As Paul Krugman always asks, why would we cut benefits now in order to forestall cutting benefits later?

No private enterprise comes close to a projection of solvency until 2037.  Still, Republicans and their enablers want to gut Social Security, mainly because they're against government programs, not because of real financial straits.  The reform of 1983 that prepared it for the bulge of retiring boomers worked.

Granted, projections flow from their assumptions:

Any projection which goes out 27 years is so incredibly reliant on the embedded assumptions about growth, employment and lifespans that it amounts to a fiction. It is, at best, a guess.

Increase growth by just a little bit and the entire "problem" goes away. Get rid of the taxation cap so the rich are not capped in what they pay and the entire problem goes away. Assume higher employment, and the entire problem goes away. Assume a reduction in inequality, and the problem goes away.
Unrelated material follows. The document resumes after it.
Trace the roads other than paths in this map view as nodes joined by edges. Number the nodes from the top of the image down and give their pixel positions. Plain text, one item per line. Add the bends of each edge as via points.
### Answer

The US has a number of problems which are at or near crisis, such as employment, inequality and healthcare costs, to name just a few. Social Security is not one of them. It isn't even close, and politicians and billionaires like Pete Peterson who are trying to gin up a crisis should be ashamed of themselves.
There is one thing that could cause trouble for Social Security.  People could start living forever.  Harvard says its researchers have found "the core pathway of aging."
By unifying several major pathways of aging under the umbrella of telomere dysfunction, he said, the findings may yield new targets for therapies. The discoveries also may underlie the relatively sudden and rapid failure of the body leading to the end of life.

“Because telomere dysfunction weakens defenses against damage by free radicals, or reactive oxygen species,” DePinho said, “we think this exposes telomeres to an accelerated rate of damage which cannot be repaired and thereby results in even more organ deterioration. In effect, it sets in motion a death spiral.”
These therapies would be a great problem to have!
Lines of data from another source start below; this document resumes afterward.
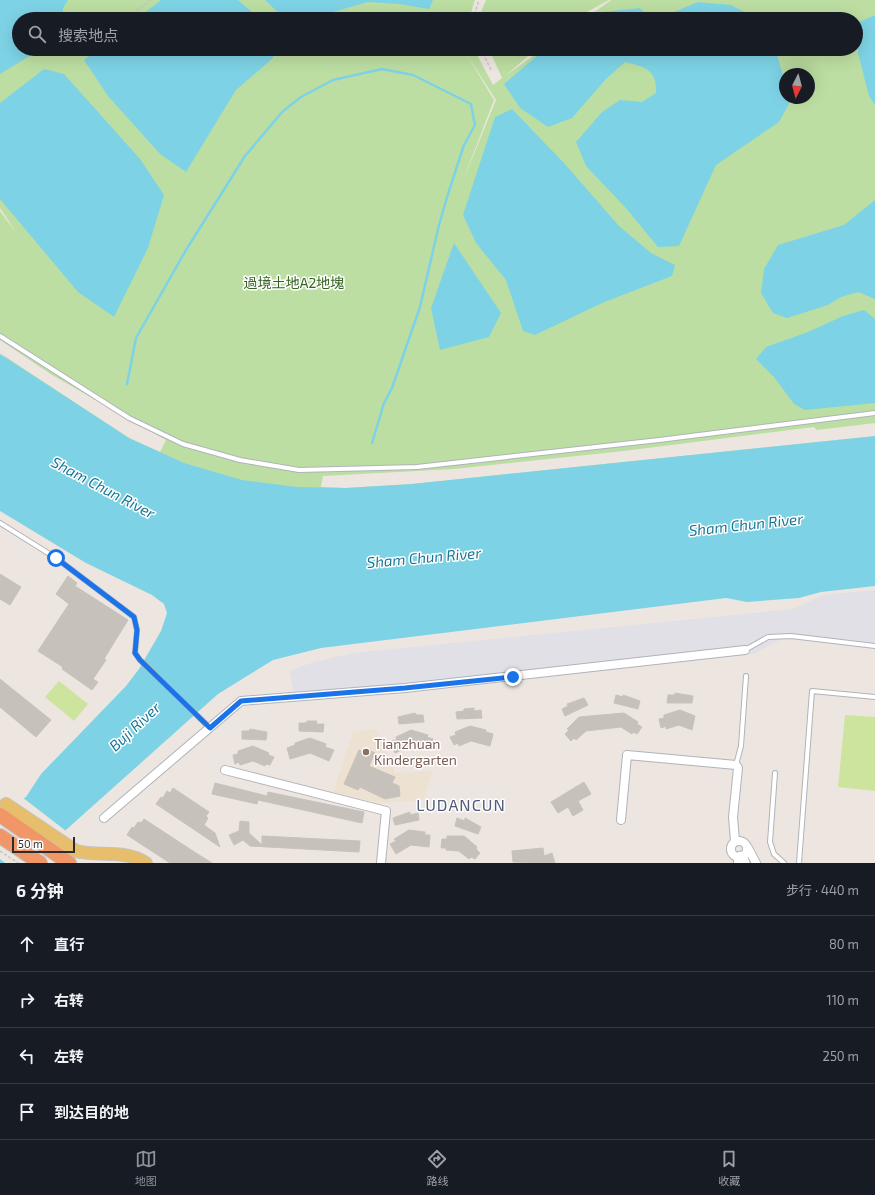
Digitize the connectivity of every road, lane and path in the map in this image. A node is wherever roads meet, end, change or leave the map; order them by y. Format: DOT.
graph roads {
  1 [pos="151,0"];
  2 [pos="480,0"];
  3 [pos="136,12"];
  4 [pos="476,12"];
  5 [pos="484,56"];
  6 [pos="491,70"];
  7 [pos="0,336"];
  8 [pos="875,413"];
  9 [pos="0,523"];
  10 [pos="875,646"];
  11 [pos="745,650"];
  12 [pos="746,676"];
  13 [pos="875,697"];
  14 [pos="210,728"];
  15 [pos="736,765"];
  16 [pos="225,770"];
  17 [pos="775,773"];
  18 [pos="2,806"];
  19 [pos="104,818"];
  20 [pos="621,820"];
  21 [pos="0,836"];
  22 [pos="735,841"];
  23 [pos="18,849"];
  24 [pos="0,851"];
  25 [pos="741,857"];
  26 [pos="71,859"];
  27 [pos="18,863"];
  28 [pos="30,863"];
  29 [pos="40,863"];
  30 [pos="100,863"];
  31 [pos="128,863"];
  32 [pos="146,863"];
  33 [pos="381,863"];
  34 [pos="756,863"];
  35 [pos="784,863"];
  36 [pos="799,863"];
  1 -- 3 [label="path"];
  2 -- 4 [label="path"];
  5 -- 6 [label="path"];
  7 -- 8 [label="lane"];
  9 -- 14 [label="lane"];
  10 -- 11 [label="lane"];
  11 -- 14 [label="street"];
  12 -- 15 [label="lane"];
  13 -- 36 [label="lane"];
  14 -- 19 [label="street"];
  15 -- 20 [label="street"];
  15 -- 22 [label="street"];
  16 -- 33 [label="street"];
  17 -- 35 [label="lane"];
  18 -- 26 [label="highway"];
  21 -- 23 [label="highway"];
  22 -- 25 [label="street"];
  22 -- 25 [label="street"];
  23 -- 28 [label="main road"];
  23 -- 29 [label="highway"];
  24 -- 27 [label="path"];
  25 -- 34 [label="street"];
  26 -- 32 [label="main road"];
  30 -- 31 [label="main road"];
}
But note that university publications almost always oversell the results of their research scientists.  Programmed cell death has been known for a long time, as have the role of telomeres in it.  This research merely found a more extensive role for telomeres.

Sure would like to get my hands on some telomerase though!

When people routinely live to be a hundred, you can talk reasonably about significantly raising the Social Security retirement age.